(Assigned task):
Within the listing below, please show every line carrying the string "Diboka".

- - - - -

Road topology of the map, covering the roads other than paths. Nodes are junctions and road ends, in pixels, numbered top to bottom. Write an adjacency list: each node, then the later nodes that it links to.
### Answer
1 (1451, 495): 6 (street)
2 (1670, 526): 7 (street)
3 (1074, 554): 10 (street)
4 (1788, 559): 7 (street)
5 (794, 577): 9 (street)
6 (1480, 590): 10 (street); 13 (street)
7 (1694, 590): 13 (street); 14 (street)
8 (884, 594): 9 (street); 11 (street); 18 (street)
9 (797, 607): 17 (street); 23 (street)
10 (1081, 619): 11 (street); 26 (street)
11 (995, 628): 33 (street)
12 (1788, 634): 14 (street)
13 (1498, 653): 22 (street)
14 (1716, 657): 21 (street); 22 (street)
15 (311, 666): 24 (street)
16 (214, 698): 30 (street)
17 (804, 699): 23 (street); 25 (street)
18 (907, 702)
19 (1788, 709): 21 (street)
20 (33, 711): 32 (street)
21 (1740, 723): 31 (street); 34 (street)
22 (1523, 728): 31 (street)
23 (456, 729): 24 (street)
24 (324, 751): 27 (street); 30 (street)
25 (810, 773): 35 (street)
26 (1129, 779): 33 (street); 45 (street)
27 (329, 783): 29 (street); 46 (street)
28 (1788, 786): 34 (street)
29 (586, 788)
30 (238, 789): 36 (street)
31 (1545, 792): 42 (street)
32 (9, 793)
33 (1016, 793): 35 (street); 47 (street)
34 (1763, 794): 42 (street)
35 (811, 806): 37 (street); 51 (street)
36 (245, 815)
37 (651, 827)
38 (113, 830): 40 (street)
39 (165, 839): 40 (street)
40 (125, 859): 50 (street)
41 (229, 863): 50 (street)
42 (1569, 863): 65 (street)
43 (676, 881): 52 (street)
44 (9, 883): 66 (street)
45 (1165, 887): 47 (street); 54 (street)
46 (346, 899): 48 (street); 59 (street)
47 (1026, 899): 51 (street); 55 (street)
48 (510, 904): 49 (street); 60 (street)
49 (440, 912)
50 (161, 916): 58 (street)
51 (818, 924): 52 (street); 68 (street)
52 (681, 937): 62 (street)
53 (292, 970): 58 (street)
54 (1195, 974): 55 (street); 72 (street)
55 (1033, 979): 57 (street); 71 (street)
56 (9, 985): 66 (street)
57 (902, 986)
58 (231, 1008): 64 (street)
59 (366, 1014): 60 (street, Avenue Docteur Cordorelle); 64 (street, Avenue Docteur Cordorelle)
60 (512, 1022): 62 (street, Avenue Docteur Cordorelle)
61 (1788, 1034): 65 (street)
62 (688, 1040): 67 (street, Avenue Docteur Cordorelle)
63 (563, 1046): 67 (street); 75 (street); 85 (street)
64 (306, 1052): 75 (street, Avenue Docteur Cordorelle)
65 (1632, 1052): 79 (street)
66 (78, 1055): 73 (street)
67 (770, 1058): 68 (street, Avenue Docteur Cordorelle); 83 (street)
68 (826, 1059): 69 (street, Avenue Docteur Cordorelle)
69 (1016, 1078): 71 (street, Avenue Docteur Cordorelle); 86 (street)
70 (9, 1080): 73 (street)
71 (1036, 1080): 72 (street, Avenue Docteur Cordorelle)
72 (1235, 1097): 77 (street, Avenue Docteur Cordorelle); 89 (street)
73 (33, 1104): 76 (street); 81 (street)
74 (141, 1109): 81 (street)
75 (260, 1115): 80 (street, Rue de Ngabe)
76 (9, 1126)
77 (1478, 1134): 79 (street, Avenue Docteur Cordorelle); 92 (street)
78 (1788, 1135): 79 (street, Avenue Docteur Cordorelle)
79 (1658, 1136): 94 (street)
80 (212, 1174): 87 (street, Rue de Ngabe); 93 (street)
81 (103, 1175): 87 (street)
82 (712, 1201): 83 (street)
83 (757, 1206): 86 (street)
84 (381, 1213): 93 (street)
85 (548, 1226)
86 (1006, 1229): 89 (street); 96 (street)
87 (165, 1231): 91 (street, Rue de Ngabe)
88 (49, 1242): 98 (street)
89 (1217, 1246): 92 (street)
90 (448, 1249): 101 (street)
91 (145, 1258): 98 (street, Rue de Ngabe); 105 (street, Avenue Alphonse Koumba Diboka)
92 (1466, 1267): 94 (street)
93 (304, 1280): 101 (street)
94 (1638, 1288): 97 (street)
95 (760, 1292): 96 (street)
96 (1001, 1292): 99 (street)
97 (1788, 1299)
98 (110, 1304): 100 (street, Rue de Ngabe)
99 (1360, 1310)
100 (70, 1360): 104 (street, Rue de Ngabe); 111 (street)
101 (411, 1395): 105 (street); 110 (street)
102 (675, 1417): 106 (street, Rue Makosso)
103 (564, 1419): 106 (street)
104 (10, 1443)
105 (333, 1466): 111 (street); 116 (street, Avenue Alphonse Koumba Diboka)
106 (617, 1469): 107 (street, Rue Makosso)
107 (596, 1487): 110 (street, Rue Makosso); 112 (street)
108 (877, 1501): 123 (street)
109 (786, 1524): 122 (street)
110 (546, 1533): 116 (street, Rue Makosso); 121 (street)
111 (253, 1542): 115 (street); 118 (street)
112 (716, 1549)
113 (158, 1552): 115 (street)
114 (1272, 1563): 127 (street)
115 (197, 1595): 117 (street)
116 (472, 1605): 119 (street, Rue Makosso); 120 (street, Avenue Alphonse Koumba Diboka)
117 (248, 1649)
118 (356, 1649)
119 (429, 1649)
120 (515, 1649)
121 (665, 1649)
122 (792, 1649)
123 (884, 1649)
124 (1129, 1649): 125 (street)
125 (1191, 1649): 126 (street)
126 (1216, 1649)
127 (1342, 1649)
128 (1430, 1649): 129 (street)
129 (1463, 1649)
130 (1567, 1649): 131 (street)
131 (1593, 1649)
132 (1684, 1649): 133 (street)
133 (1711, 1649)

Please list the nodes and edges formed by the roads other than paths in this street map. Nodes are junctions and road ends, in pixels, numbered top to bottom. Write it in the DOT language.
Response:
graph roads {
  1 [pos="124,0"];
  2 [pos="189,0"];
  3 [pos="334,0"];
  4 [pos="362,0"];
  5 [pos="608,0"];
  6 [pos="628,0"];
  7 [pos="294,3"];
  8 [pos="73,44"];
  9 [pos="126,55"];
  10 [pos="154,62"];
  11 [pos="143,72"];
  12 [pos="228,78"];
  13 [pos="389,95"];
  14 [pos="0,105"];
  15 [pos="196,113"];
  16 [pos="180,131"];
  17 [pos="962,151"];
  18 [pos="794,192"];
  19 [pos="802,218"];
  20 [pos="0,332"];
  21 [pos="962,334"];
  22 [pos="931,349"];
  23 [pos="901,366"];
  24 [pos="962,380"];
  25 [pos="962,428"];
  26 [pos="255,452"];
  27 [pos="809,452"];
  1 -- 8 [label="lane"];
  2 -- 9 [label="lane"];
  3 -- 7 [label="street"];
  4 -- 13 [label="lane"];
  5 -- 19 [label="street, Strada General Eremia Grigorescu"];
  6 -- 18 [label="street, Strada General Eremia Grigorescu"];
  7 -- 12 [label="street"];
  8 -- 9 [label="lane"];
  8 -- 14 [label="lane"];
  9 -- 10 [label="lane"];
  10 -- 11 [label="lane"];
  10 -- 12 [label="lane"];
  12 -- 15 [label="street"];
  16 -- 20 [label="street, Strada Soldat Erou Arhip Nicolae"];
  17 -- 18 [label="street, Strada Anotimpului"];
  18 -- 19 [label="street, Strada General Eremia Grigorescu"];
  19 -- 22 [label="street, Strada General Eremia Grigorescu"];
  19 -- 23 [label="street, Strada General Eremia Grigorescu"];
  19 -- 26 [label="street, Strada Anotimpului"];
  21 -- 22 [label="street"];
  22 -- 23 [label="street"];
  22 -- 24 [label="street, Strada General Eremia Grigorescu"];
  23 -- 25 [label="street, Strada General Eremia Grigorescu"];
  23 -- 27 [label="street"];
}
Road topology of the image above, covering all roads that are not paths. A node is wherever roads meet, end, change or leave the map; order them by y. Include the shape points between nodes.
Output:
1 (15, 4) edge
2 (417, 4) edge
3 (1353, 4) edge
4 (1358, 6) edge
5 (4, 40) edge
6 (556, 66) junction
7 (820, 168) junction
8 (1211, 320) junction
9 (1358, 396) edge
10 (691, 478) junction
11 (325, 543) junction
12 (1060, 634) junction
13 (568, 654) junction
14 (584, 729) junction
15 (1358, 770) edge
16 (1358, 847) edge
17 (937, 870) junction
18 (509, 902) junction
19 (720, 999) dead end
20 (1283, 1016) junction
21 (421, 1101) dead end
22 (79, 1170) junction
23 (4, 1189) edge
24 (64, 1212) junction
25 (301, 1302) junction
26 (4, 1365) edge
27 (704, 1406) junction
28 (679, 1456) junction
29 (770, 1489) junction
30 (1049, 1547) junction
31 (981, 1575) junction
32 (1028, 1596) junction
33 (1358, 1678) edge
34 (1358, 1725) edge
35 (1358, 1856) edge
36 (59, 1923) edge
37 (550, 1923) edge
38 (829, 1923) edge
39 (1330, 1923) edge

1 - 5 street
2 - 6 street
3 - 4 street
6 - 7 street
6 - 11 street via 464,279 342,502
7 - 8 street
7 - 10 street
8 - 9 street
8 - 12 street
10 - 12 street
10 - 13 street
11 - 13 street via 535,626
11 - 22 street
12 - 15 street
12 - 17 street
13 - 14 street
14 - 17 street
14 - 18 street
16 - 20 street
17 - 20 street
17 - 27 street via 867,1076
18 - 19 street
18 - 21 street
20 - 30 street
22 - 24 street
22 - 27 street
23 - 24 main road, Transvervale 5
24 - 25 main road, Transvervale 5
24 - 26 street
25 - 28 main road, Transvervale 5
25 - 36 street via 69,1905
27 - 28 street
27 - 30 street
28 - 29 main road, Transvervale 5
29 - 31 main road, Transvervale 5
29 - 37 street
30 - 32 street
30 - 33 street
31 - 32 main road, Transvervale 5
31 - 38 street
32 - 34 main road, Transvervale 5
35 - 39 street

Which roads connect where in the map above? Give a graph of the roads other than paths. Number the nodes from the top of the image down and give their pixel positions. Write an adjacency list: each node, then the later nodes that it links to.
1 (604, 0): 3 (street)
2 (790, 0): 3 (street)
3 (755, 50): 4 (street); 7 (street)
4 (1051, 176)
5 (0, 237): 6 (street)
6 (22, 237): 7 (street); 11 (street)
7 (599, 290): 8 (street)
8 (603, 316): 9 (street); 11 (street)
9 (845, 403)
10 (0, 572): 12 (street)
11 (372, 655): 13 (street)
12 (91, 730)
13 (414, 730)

- - - - -

(Solution for this exercise):
91 (145, 1258): 98 (street, Rue de Ngabe); 105 (street, Avenue Alphonse Koumba Diboka)
105 (333, 1466): 111 (street); 116 (street, Avenue Alphonse Koumba Diboka)
116 (472, 1605): 119 (street, Rue Makosso); 120 (street, Avenue Alphonse Koumba Diboka)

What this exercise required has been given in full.